*Work instruction*:
If a line in the entries contains the string "thumb", include that line in your answer.

*Data for the task*:

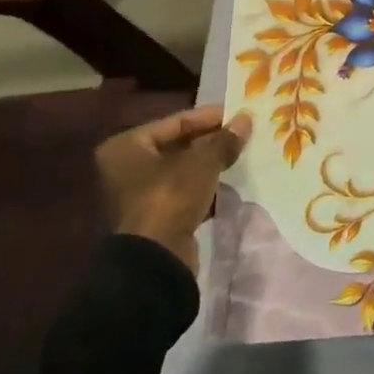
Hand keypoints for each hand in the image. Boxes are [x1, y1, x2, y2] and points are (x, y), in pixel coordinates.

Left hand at [96, 105, 250, 272]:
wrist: (155, 258)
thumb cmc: (170, 197)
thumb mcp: (203, 162)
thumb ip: (225, 140)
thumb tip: (246, 119)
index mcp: (127, 146)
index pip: (176, 122)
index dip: (210, 117)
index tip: (239, 114)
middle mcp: (127, 166)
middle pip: (179, 145)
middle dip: (212, 141)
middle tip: (244, 134)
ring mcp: (139, 193)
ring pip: (183, 169)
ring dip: (211, 164)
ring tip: (243, 155)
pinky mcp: (155, 215)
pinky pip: (184, 191)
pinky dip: (206, 186)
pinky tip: (232, 182)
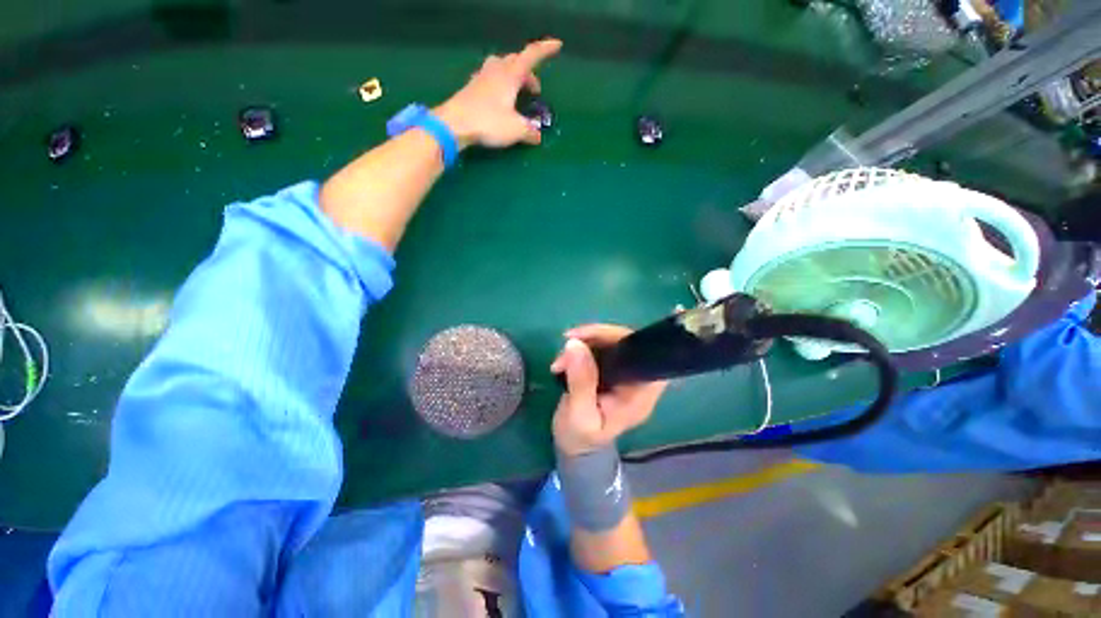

*Output for this task*:
thumb cmc: (170, 197)
thumb mcp: (203, 162)
thumb ip: (225, 140)
thumb tip: (246, 119)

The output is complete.